[Python-ideas] Another use case for the 'lazy' (aka 'delayed') keyword
Michel Desmoulin
desmoulinmichel at gmail.com
Tue Feb 28 07:24:36 EST 2017
Le 28/02/2017 à 13:19, Chris Angelico a écrit :
> On Tue, Feb 28, 2017 at 11:04 PM, Michel Desmoulin
> <desmoulinmichel at gmail.com> wrote:
>> Instead, I think it's a good example of were 'lazy' could help.
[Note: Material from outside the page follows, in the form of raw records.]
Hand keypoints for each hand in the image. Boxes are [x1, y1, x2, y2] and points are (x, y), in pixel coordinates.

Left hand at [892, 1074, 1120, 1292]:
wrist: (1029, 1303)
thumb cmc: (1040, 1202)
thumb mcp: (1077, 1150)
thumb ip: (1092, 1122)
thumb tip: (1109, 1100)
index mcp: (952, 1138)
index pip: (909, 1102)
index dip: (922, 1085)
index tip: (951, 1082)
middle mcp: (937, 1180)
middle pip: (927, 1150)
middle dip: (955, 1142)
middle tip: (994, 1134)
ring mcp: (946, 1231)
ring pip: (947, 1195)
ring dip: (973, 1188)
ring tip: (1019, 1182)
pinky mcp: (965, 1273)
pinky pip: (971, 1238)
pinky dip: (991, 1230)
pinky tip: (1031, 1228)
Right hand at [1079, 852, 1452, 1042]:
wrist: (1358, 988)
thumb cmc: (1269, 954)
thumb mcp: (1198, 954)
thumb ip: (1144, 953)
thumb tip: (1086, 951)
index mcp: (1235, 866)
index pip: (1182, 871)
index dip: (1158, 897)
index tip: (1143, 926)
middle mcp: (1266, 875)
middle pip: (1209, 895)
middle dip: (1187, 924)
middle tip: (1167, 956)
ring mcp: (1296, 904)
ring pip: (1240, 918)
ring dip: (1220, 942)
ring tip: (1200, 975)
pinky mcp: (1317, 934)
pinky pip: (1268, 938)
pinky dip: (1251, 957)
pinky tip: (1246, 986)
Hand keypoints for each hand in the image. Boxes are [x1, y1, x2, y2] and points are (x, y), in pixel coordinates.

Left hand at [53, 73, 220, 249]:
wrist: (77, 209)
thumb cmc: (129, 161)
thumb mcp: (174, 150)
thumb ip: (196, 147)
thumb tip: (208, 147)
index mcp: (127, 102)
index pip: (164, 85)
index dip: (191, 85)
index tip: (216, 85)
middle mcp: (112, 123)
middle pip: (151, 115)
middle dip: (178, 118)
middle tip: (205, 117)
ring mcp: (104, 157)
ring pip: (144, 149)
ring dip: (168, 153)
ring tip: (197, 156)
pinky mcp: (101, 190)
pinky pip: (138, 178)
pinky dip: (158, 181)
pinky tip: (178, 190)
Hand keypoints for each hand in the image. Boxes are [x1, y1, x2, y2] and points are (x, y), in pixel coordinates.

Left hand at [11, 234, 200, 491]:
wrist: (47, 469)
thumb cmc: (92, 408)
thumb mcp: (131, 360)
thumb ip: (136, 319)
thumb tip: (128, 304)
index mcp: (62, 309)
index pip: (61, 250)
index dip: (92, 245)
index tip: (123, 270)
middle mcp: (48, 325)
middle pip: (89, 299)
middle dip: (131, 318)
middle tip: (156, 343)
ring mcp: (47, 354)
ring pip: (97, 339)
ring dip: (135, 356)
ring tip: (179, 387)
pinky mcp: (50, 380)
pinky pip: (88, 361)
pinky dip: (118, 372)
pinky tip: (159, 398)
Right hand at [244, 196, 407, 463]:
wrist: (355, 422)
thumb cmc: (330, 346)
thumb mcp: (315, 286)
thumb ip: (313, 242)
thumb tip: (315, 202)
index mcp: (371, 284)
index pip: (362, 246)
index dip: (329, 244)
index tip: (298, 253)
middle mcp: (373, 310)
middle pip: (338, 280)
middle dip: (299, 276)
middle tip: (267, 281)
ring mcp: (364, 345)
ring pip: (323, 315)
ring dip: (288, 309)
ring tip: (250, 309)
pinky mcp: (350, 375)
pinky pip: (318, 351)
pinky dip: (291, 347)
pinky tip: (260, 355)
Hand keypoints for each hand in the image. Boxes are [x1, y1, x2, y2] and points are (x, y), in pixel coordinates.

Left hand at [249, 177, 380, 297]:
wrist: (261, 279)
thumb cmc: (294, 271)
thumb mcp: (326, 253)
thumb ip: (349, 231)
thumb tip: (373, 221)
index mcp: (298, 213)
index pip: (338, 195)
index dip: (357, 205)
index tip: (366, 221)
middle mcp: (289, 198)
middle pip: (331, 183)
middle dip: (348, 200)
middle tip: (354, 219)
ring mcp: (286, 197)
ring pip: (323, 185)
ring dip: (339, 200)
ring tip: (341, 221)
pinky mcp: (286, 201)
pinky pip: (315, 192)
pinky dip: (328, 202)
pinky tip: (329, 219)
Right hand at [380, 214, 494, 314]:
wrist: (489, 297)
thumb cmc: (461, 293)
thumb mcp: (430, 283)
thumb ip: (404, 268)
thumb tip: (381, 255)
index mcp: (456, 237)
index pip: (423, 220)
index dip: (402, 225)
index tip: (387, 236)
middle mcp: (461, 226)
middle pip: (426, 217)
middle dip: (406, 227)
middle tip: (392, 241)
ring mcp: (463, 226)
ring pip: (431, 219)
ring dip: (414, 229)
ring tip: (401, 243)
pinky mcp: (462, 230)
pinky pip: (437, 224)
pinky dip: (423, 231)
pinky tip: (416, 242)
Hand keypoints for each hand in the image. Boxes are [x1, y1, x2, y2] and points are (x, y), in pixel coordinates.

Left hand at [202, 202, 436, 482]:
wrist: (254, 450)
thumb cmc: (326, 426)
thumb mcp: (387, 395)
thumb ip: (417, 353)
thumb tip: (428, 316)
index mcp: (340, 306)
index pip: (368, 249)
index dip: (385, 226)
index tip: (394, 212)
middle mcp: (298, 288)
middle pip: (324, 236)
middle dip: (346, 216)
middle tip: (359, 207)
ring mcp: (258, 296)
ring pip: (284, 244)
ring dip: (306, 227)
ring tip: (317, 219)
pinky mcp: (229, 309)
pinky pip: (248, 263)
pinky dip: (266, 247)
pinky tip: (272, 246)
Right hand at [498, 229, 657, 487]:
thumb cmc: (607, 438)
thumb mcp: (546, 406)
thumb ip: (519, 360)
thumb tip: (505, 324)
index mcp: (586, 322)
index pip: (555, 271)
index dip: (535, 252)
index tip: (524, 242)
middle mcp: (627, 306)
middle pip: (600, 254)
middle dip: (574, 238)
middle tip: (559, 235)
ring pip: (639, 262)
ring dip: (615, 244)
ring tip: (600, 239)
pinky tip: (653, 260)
You
>> can't get simpler than:
>>
>> conf.get('setting_name', lazy load_from_db('setting_name'))
>>
>
> Alternatively, you could define 'conf' as a subclass of dict with a
> __missing__ method:
>
> class Config(dict):
> def __missing__(self, key):
> self[key] = load_from_db(key)
> return self[key]
> conf = Config()
>
> Then it becomes even simpler AND less redundant:
>
> conf['setting_name']
Yes but this assumes:
- I have access to the code instantiating conf;
- all code using conf are using load_from_db as a default value;
- load_from_db exists for all code using the conf object
There is always a solution to all problems, as Python is turing complete.
You don't need list comprehension, you can use a for loop.
You don't need upacking you can uses indexing.
And you don't need lazy, it's just convenient.